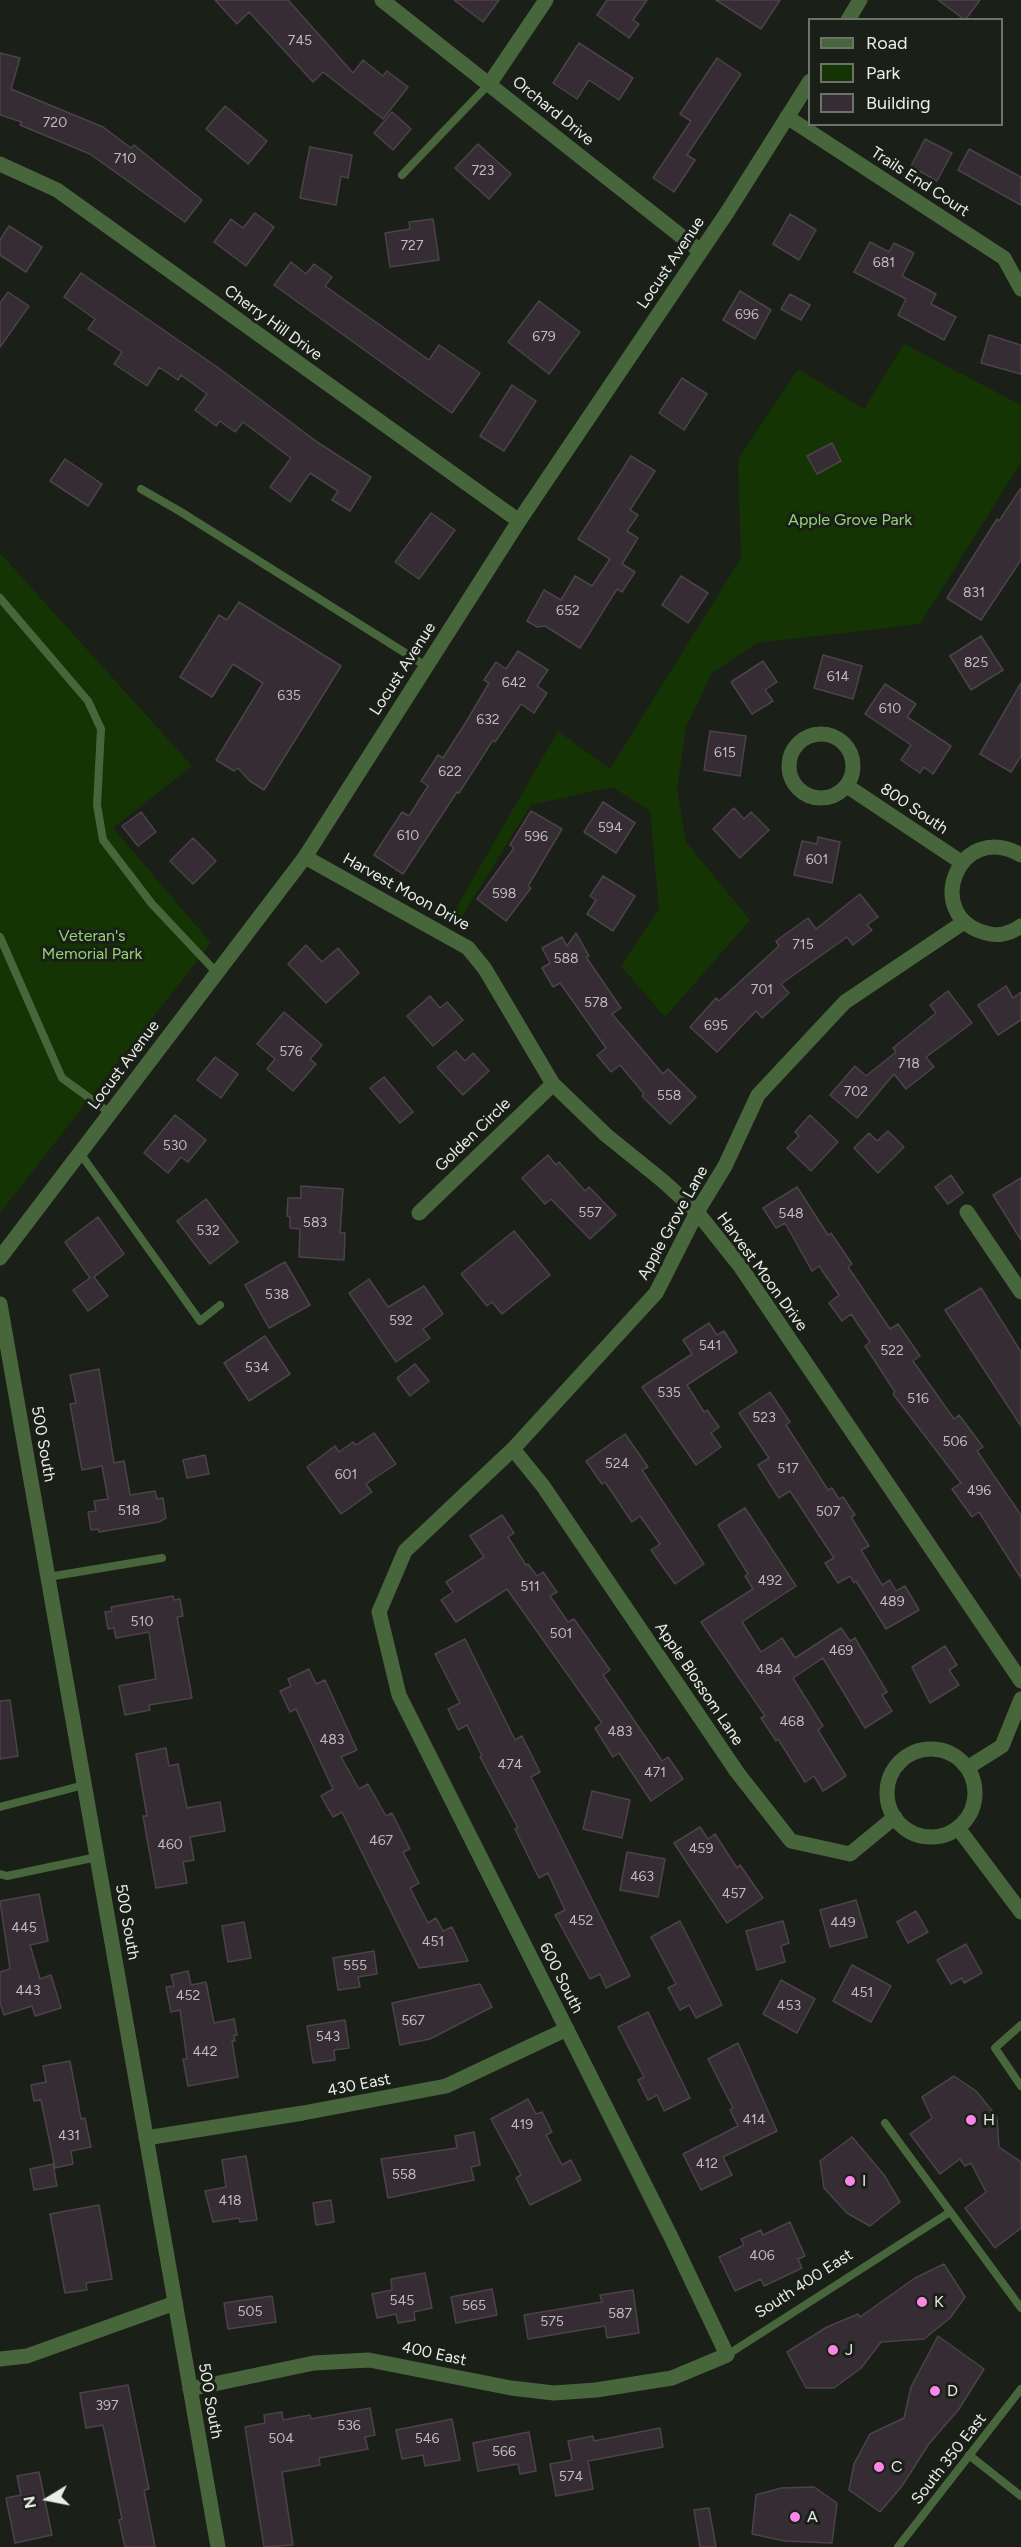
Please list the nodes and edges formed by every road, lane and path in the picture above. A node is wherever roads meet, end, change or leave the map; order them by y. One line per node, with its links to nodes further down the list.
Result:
1 (382, 0): 5 (street, Orchard Drive)
2 (546, 0): 5 (street)
3 (860, 0): 4 (street)
4 (849, 18)
5 (490, 83): 9 (lane); 10 (street, Orchard Drive)
6 (808, 84): 7 (street, Locust Avenue)
7 (787, 117): 10 (street, Locust Avenue); 11 (street, Trails End Court)
8 (0, 164): 13 (street, Cherry Hill Drive)
9 (402, 175)
10 (700, 251): 13 (street, Locust Avenue)
11 (1021, 289)
12 (141, 489): 15 (lane)
13 (519, 521): 15 (street, Locust Avenue)
14 (0, 598): 23 (lane)
15 (426, 666): 18 (street, Locust Avenue)
16 (847, 786): 16 (street); 19 (street, 800 South)
17 (1021, 855): 19 (street)
18 (305, 857): 23 (street, Locust Avenue); 24 (street, Harvest Moon Drive)
19 (962, 862): 20 (street)
20 (964, 922): 21 (street); 27 (street, Apple Grove Lane)
21 (1021, 926)
22 (0, 937): 25 (lane)
23 (217, 973): 25 (street, Locust Avenue)
24 (553, 1084): 27 (street, Harvest Moon Drive); 29 (street, Golden Circle)
25 (110, 1113): 26 (street, Locust Avenue)
26 (80, 1153): 30 (street, Locust Avenue); 33 (lane)
27 (697, 1212): 34 (street, Apple Grove Lane); 38 (street, Harvest Moon Drive)
28 (966, 1212): 31 (street)
29 (419, 1213)
30 (0, 1258)
31 (1021, 1292)
32 (0, 1304): 36 (street, 500 South)
33 (220, 1305)
34 (513, 1449): 37 (street, Apple Grove Lane); 43 (street, Apple Blossom Lane)
35 (162, 1558): 36 (lane)
36 (48, 1577): 41 (street, 500 South)
37 (379, 1612): 49 (street, 600 South)
38 (1021, 1681)
39 (1021, 1699): 40 (street)
40 (967, 1768): 43 (street); 44 (street)
41 (84, 1785): 42 (lane); 45 (street, 500 South)
42 (0, 1807)
43 (895, 1817): 44 (street)
44 (958, 1828): 47 (street)
45 (97, 1857): 46 (lane); 52 (street, 500 South)
46 (0, 1874)
47 (1021, 1912)
48 (1021, 2025): 50 (lane)
49 (567, 2030): 52 (street, 430 East); 56 (street, 600 South)
50 (1021, 2086)
51 (885, 2123): 53 (lane)
52 (146, 2138): 54 (street, 500 South)
53 (950, 2212): 55 (lane); 56 (lane, South 400 East)
54 (175, 2303): 57 (street); 60 (street, 500 South)
55 (1021, 2308)
56 (727, 2355): 58 (street, South 400 East)
57 (0, 2359)
58 (672, 2378): 60 (street, 400 East)
59 (1021, 2388): 61 (lane, South 350 East)
60 (190, 2389): 63 (street, 500 South)
61 (969, 2455): 62 (lane); 64 (lane, South 350 East)
62 (1021, 2496)
63 (218, 2547)
64 (898, 2547)

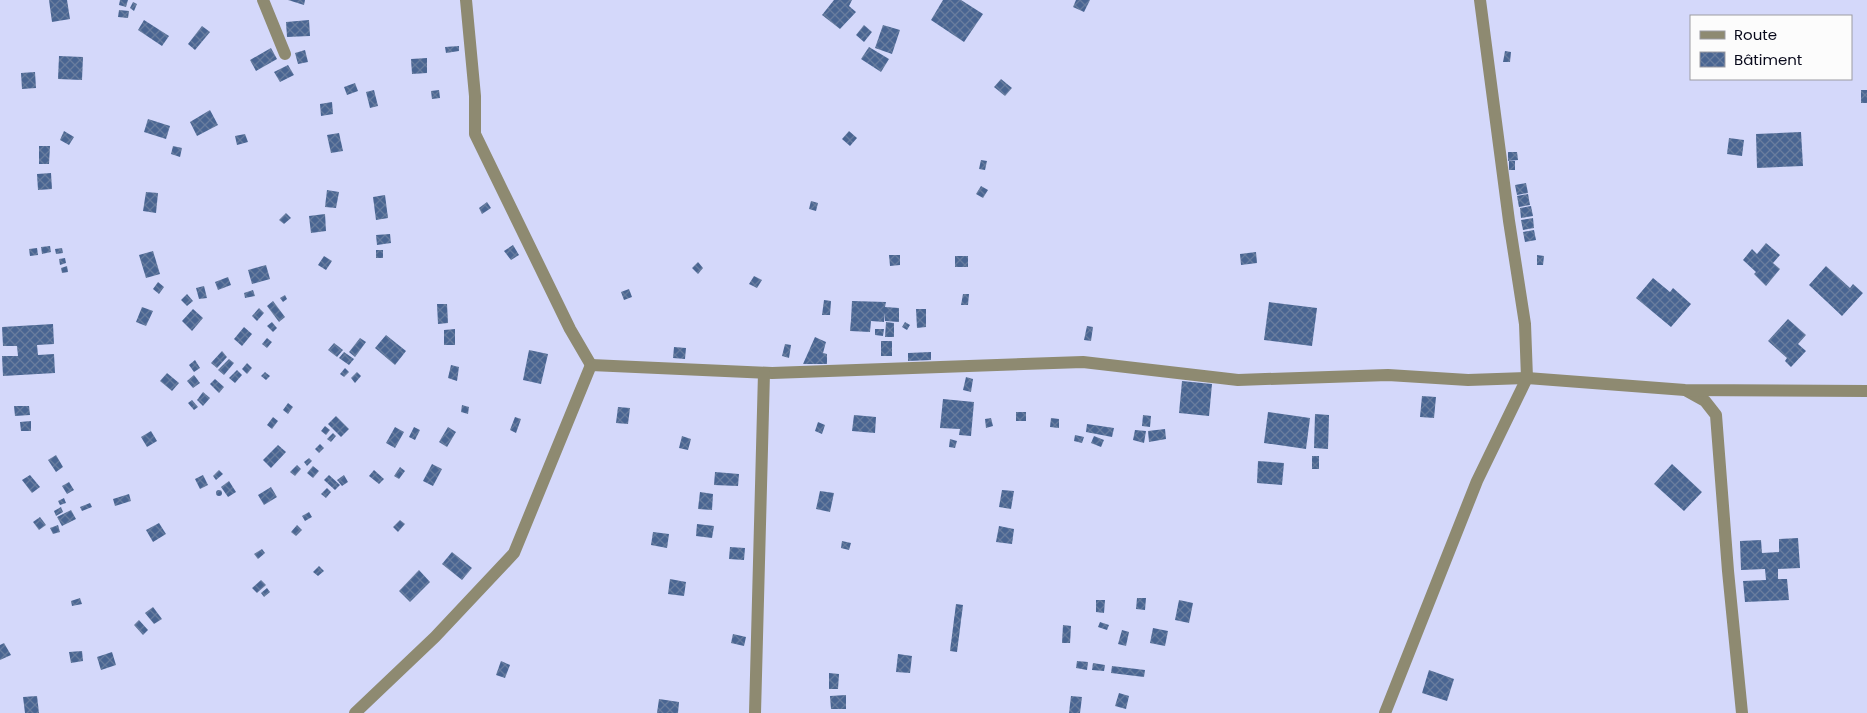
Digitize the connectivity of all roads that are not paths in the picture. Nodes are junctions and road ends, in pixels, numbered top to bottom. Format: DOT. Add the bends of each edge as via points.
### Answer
graph roads {
  1 [pos="263,0"];
  2 [pos="466,0"];
  3 [pos="1480,0"];
  4 [pos="285,54"];
  5 [pos="591,366"];
  6 [pos="764,373"];
  7 [pos="1526,378"];
  8 [pos="1685,390"];
  9 [pos="1867,391"];
  10 [pos="355,713"];
  11 [pos="755,713"];
  12 [pos="1385,713"];
  13 [pos="1742,713"];
  1 -- 4 [label="street"];
  2 -- 5 [label="street" via="475,96 475,134"];
  3 -- 7 [label="street" via="1525,324"];
  5 -- 6 [label="street"];
  5 -- 10 [label="street" via="514,553 435,637"];
  6 -- 7 [label="street" via="1083,362 1238,380 1388,375 1468,380"];
  6 -- 11 [label="street"];
  7 -- 8 [label="street"];
  7 -- 12 [label="street" via="1477,481"];
  8 -- 9 [label="street"];
  8 -- 13 [label="street" via="1705,401 1716,415"];
}
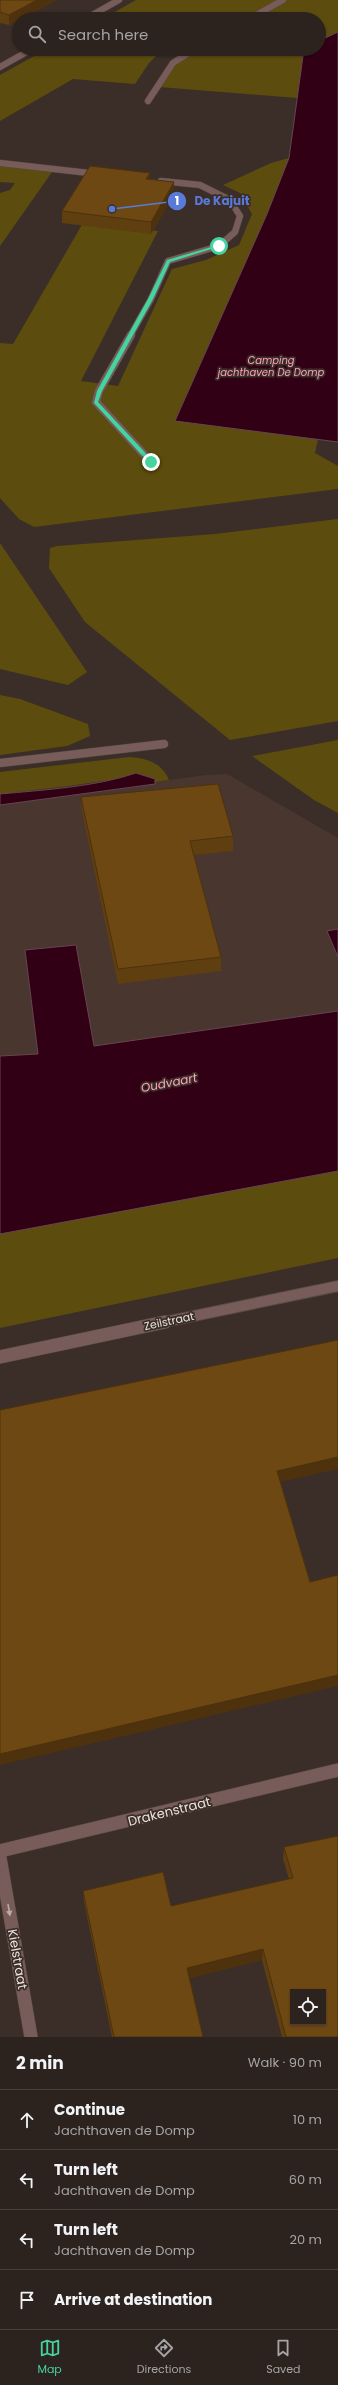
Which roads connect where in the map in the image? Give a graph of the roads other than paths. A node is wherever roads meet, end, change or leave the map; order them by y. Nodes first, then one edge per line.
1 (119, 0) edge
2 (283, 0) edge
3 (98, 12) edge
4 (262, 12) edge
5 (20, 56) edge
6 (184, 56) edge
7 (0, 68) edge
8 (148, 101) dead end
9 (0, 163) edge
10 (106, 174) edge
11 (153, 180) edge
12 (151, 462) dead end
13 (164, 744) dead end
14 (0, 763) edge
15 (338, 1286) edge
16 (0, 1357) edge
17 (338, 1770) edge
18 (0, 1852) edge
19 (0, 1858) edge
20 (31, 2037) edge

1 - 3 street
2 - 4 street
5 - 7 street
6 - 8 street
9 - 10 street
11 - 12 street
13 - 14 street
15 - 16 street, Zeilstraat
17 - 18 street, Drakenstraat
19 -> 20 street, Kielstraat

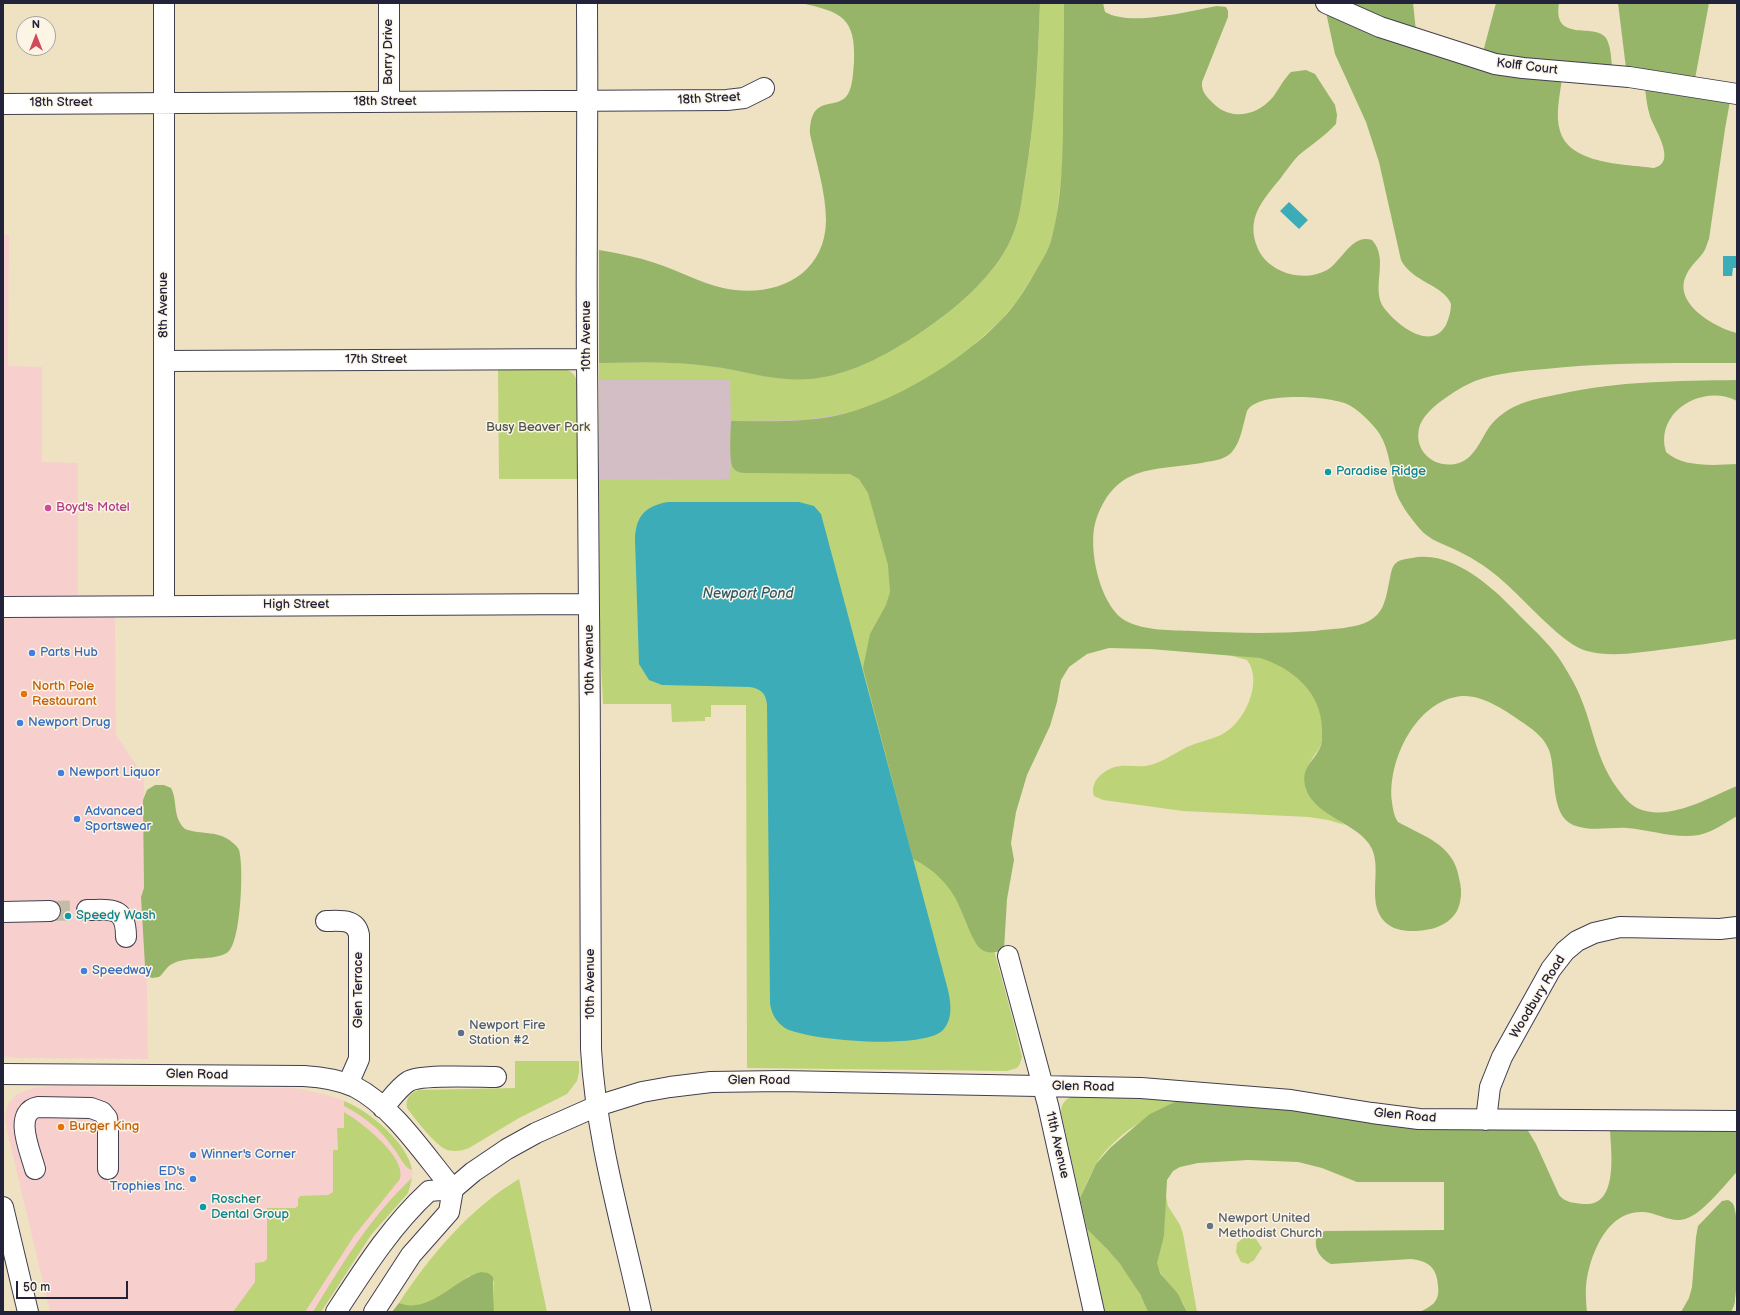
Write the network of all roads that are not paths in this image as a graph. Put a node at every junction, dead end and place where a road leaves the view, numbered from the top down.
1 (164, 3) edge
2 (389, 3) edge
3 (588, 3) edge
4 (1326, 3) edge
5 (764, 88) dead end
6 (1737, 94) edge
7 (389, 102) junction
8 (588, 102) junction
9 (164, 103) junction
10 (3, 104) edge
11 (587, 359) junction
12 (164, 361) junction
13 (589, 604) junction
14 (164, 606) junction
15 (3, 607) edge
16 (87, 910) tunnel mouth
17 (50, 911) tunnel mouth
18 (3, 912) edge
19 (326, 921) dead end
20 (1737, 927) edge
21 (126, 937) dead end
22 (1008, 956) dead end
23 (3, 1074) edge
24 (496, 1077) dead end
25 (348, 1084) junction
26 (1043, 1086) junction
27 (597, 1106) junction
28 (383, 1108) junction
29 (1486, 1120) junction
30 (1737, 1121) edge
31 (34, 1169) dead end
32 (108, 1169) dead end
33 (453, 1189) junction
34 (3, 1207) edge
35 (28, 1312) edge
36 (336, 1312) edge
37 (374, 1312) edge
38 (641, 1312) edge
39 (1094, 1312) edge

1 - 9 street, 8th Avenue
2 - 7 street, Barry Drive
3 - 8 street, 10th Avenue
4 - 6 street, Kolff Court
5 - 8 street, 18th Street
7 - 8 street, 18th Street
7 - 9 street, 18th Street
8 - 11 street, 10th Avenue
9 - 10 street, 18th Street
9 - 12 street, 8th Avenue
11 - 12 street, 17th Street
11 - 13 street, 10th Avenue
12 - 14 street, 8th Avenue
13 - 14 street, High Street
13 - 27 street, 10th Avenue
14 - 15 street, High Street
16 - 21 street
17 - 18 street
19 - 25 street, Glen Terrace
20 - 29 street, Woodbury Road
22 - 26 street, 11th Avenue
23 - 25 street, Glen Road
24 - 28 street
25 - 28 street, Glen Road
26 - 27 street, Glen Road
26 - 29 street, Glen Road
26 - 39 street, 11th Avenue
27 - 33 street, Glen Road
27 - 38 street, 10th Avenue
28 - 33 street, Glen Road
29 - 30 street, Glen Road
31 - 32 street
33 - 36 street
33 - 37 street
34 - 35 street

▶ Work order
Locate all lines in the listing above with the word "dead". Copy them.

▶ Result
8 (148, 101) dead end
12 (151, 462) dead end
13 (164, 744) dead end
Write the network of all roads that are not paths in this image as a graph. Put a node at every junction, dead end and place where a road leaves the view, numbered from the top down.
5 (764, 88) dead end
19 (326, 921) dead end
21 (126, 937) dead end
22 (1008, 956) dead end
24 (496, 1077) dead end
31 (34, 1169) dead end
32 (108, 1169) dead end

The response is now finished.